The guidelines that shaped German foreign policy throughout the second half of the 20th century do not fit with the challenges of the 21st century – and more than 20 years into the new century the Chancellor recognized this. Vladimir Putin’s staged attack on Ukraine provided an external shock for Olaf Scholz to do what his predecessor(s) could – or would – not. This has huge implications for Germany’s role in Europe and on the world stage. “Putin’s war” also underscores that the cooperative order that existed in Europe has now been replaced by a confrontational order of systemic rivalry, once again pitting East against West.
The war in Ukraine was clearly a catalyst for Berlin’s policy shift. This will also require a massive change in Germany’s mindset – one that moves from pacifism to an understanding that military power is a tool to maintain peace. German politicians and the German public will need to understand that they live in a world of power politics. It will spark a debate about German defense spending, Germany’s energy mix, and Europe’s security order more broadly. This Zeitenwende – change of era – has just begun and will be a long-term process and transformation that plays out over the next decade, if not longer.
What challenges lie ahead? – The Guest House’s View
Chancellor Scholz’s speech has been met with amazing support and unity within his Social Democratic Party, among his government coalition partners the Greens and the liberal Free Democrats – and even former Chancellor Angela Merkel’s Christian Democrats (CDU), who are now in the opposition.
The question is what will happen when the acute crisis in Ukraine ends, allowing party differences to resurface in the coalition and resulting in the CDU assuming its opposition role. The same holds true for German public opinion. The most recent polls show that 78% of Germans support sending military arms to Ukraine as well as the increase in military spending – unthinkable just one week ago. But what happens when the sanctions imposed on Russia begin to impact the daily life of Germans with increased costs and potential energy shortages?

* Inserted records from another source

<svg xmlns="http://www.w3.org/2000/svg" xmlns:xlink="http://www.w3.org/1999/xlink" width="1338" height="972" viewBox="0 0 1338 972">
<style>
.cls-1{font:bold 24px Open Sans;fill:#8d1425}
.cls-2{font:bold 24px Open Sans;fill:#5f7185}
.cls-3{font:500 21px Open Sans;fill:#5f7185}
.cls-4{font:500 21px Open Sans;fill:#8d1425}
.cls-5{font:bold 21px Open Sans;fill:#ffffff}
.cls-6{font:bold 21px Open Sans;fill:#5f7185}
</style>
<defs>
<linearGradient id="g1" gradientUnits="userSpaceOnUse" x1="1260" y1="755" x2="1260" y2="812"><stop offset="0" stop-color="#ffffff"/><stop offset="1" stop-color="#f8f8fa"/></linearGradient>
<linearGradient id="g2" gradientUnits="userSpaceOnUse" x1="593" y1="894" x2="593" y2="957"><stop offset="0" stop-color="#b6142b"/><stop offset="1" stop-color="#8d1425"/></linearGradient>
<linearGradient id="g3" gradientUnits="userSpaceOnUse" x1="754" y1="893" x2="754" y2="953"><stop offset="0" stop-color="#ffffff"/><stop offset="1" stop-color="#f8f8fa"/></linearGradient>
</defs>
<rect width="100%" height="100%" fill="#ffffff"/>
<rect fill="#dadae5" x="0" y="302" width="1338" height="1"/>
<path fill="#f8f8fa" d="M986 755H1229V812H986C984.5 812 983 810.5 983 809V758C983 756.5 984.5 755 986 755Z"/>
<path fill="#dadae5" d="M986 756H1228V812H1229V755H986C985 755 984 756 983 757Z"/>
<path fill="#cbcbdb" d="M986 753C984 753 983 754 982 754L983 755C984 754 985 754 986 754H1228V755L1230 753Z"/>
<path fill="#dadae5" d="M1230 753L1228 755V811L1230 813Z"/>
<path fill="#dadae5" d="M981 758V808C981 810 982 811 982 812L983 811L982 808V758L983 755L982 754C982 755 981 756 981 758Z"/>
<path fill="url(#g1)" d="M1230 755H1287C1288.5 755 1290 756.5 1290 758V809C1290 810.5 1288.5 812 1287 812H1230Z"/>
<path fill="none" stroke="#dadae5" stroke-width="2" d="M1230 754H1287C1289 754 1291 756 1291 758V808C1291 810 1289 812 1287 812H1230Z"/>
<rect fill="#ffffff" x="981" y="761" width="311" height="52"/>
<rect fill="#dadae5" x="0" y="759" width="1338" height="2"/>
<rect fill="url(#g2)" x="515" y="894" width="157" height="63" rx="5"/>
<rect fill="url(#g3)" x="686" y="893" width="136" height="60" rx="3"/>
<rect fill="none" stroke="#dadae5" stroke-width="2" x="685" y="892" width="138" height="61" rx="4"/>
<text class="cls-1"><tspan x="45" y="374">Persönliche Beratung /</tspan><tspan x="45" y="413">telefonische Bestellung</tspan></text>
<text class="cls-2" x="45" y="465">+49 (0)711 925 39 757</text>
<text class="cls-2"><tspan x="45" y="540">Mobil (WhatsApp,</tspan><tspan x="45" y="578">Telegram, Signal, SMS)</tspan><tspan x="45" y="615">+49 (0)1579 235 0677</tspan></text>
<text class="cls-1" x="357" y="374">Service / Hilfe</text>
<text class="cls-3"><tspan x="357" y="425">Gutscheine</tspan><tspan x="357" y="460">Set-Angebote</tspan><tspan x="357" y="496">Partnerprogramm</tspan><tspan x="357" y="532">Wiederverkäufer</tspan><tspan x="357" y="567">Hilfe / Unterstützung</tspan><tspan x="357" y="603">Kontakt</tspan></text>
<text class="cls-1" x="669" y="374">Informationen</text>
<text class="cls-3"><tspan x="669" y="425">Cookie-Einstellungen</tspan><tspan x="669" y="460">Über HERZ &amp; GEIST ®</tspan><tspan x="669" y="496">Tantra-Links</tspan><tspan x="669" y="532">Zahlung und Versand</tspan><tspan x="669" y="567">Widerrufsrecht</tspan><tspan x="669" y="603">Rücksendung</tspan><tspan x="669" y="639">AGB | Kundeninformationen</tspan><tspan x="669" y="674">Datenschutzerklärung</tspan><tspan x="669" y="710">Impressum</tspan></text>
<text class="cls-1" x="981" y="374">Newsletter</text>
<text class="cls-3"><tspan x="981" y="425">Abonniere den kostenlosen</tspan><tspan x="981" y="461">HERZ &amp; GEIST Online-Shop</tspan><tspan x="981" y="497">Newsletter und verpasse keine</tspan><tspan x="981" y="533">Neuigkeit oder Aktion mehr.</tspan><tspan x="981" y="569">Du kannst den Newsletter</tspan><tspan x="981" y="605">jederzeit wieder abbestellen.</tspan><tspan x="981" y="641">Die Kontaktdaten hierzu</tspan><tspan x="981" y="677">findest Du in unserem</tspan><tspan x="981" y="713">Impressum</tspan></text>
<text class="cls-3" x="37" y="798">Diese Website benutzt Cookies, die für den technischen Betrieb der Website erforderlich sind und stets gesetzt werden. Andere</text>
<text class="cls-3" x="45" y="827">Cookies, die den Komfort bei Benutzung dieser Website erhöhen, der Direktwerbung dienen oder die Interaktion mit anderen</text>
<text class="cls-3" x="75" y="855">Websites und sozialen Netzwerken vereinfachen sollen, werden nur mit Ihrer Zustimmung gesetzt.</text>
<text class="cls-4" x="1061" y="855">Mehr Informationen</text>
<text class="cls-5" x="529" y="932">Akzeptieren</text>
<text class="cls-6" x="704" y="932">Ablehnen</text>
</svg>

In the span of three weeks, the Chancellor has gone from “Where’s Olaf?” to showing he is in charge and that his government is ready to lead Germany and Europe. His challenge now will be to continue this leadership to prepare and educate the German public for what is to come in the months and years ahead. The Ukraine crisis was a wake-up call for much-needed change, but the implementation of this new vision will take years of sustained commitment and investment to the world order of the 21st century.